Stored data

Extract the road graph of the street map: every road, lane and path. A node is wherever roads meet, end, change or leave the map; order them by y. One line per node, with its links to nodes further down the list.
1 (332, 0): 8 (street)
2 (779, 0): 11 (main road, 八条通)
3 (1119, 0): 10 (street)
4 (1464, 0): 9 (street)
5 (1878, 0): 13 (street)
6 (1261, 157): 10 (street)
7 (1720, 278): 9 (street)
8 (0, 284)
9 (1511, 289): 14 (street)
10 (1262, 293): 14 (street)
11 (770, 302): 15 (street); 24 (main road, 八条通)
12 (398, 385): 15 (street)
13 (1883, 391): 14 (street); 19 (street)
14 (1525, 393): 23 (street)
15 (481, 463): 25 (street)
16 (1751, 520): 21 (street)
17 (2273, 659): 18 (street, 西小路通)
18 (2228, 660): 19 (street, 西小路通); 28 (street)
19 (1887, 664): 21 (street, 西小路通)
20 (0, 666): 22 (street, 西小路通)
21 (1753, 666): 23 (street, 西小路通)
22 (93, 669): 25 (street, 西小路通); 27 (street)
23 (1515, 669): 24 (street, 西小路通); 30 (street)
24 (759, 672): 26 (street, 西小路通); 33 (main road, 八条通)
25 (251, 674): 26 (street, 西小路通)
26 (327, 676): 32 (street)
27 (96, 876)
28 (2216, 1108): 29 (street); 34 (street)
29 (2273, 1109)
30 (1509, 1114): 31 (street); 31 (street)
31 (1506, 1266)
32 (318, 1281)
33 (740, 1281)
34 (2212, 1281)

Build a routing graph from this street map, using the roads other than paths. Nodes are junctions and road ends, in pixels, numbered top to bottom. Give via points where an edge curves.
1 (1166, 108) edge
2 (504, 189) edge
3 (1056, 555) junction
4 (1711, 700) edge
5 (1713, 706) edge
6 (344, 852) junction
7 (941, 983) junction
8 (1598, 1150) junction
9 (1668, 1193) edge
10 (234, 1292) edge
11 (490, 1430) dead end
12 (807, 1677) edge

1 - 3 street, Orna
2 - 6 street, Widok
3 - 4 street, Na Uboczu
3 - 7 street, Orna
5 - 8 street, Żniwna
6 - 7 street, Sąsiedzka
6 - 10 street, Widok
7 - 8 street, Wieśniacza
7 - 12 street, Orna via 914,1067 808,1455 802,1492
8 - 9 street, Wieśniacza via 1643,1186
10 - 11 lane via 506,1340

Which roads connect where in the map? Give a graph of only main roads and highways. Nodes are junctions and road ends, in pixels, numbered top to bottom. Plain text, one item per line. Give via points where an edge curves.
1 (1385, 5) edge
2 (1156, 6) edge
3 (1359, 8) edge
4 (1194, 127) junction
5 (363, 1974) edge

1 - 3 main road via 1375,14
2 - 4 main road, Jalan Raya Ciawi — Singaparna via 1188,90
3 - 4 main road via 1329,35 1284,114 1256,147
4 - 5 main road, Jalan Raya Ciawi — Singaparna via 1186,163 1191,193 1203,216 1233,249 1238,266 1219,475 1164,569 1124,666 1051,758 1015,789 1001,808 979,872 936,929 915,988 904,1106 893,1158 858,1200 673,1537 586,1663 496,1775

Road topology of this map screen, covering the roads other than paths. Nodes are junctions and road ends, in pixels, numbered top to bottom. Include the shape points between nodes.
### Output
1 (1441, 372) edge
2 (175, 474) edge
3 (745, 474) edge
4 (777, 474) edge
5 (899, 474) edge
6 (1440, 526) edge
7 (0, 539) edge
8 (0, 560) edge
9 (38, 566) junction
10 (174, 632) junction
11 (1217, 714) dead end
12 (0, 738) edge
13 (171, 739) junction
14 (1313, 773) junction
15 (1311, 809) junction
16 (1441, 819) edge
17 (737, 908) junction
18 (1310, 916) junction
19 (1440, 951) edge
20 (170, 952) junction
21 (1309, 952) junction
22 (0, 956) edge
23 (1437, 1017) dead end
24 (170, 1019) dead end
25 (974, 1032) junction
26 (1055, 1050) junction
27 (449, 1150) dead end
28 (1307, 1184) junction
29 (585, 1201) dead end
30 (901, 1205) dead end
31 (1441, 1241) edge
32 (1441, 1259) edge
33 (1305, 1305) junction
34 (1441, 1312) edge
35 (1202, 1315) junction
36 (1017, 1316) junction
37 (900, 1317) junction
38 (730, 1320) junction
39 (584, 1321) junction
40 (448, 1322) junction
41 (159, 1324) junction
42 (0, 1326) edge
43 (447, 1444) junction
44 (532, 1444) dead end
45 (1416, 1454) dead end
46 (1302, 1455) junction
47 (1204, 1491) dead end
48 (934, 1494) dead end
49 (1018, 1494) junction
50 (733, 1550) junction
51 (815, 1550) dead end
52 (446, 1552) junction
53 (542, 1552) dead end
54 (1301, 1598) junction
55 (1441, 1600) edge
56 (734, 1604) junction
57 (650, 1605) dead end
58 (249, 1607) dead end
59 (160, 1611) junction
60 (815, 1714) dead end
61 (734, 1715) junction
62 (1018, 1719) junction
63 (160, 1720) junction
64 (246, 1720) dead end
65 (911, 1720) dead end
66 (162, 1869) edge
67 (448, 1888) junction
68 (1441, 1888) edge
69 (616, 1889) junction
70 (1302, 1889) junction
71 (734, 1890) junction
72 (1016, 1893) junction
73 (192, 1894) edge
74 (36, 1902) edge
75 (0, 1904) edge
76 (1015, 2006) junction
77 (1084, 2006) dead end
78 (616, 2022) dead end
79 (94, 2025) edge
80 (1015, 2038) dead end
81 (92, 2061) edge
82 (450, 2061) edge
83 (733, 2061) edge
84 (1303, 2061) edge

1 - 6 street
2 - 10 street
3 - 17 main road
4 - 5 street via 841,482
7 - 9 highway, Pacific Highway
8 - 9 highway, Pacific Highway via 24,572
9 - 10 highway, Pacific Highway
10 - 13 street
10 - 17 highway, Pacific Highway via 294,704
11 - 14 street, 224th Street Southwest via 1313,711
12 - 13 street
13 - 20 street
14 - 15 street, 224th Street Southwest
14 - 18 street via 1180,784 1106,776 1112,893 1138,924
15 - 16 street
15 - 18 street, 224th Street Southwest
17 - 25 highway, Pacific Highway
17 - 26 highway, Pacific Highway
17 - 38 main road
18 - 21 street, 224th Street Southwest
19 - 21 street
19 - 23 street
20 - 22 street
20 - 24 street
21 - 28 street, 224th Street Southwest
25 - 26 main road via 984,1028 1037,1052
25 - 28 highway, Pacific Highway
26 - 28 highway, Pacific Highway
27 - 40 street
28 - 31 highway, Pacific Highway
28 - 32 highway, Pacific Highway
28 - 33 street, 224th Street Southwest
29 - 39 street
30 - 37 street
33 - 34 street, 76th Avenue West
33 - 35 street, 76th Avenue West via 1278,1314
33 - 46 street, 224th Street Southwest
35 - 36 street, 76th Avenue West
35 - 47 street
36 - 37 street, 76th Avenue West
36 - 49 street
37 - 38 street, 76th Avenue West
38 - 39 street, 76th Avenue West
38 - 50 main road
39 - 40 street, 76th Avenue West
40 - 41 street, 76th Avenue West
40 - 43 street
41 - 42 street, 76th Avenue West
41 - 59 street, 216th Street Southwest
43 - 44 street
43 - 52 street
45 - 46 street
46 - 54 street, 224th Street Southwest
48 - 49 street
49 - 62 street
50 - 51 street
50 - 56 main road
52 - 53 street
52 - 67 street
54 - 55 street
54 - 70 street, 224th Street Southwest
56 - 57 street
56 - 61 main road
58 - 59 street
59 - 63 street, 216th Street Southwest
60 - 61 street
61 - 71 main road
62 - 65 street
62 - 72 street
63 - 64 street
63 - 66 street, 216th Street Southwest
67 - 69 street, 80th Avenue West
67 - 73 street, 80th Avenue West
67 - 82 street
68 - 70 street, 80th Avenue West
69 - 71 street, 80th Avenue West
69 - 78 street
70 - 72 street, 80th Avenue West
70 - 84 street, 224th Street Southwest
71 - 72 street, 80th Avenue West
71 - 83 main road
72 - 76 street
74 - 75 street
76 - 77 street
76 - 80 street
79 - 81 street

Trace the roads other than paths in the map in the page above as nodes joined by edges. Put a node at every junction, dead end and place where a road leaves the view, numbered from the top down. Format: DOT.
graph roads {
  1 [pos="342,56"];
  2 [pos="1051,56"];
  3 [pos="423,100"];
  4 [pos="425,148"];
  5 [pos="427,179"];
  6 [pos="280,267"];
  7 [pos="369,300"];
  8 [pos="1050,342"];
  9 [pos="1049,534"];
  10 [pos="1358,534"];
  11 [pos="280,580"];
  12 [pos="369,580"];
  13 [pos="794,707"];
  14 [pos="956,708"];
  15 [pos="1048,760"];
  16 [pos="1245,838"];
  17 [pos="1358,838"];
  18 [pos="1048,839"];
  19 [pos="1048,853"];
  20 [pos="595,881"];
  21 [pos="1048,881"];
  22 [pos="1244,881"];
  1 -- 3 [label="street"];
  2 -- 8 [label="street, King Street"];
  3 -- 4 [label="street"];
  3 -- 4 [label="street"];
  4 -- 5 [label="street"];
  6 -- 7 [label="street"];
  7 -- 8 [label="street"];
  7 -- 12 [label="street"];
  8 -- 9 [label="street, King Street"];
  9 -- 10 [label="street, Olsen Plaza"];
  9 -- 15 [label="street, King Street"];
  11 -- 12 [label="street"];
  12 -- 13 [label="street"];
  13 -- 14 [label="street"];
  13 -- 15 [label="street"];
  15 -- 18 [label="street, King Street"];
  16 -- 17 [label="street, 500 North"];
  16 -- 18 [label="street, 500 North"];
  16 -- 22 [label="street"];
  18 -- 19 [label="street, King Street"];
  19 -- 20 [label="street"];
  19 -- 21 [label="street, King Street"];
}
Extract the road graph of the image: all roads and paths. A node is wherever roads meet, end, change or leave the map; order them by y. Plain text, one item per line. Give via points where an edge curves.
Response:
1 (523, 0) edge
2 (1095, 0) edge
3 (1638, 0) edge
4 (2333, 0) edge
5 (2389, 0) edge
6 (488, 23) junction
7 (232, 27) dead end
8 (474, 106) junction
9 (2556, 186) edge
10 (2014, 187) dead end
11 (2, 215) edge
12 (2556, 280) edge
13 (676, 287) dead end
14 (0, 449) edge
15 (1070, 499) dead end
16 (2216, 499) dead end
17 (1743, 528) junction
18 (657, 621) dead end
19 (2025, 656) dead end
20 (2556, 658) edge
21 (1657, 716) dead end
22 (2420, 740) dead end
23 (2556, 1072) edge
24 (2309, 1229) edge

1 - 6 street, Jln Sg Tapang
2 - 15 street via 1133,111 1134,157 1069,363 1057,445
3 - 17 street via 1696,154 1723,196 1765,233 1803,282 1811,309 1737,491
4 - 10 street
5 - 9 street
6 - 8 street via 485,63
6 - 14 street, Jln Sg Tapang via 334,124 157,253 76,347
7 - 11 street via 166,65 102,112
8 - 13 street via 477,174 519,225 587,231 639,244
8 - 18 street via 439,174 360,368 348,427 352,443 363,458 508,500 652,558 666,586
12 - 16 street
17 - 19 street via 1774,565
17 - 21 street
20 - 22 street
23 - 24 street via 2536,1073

### Work instruction
Please give only the number of lines above that contain the word "paths".

### Written answer
4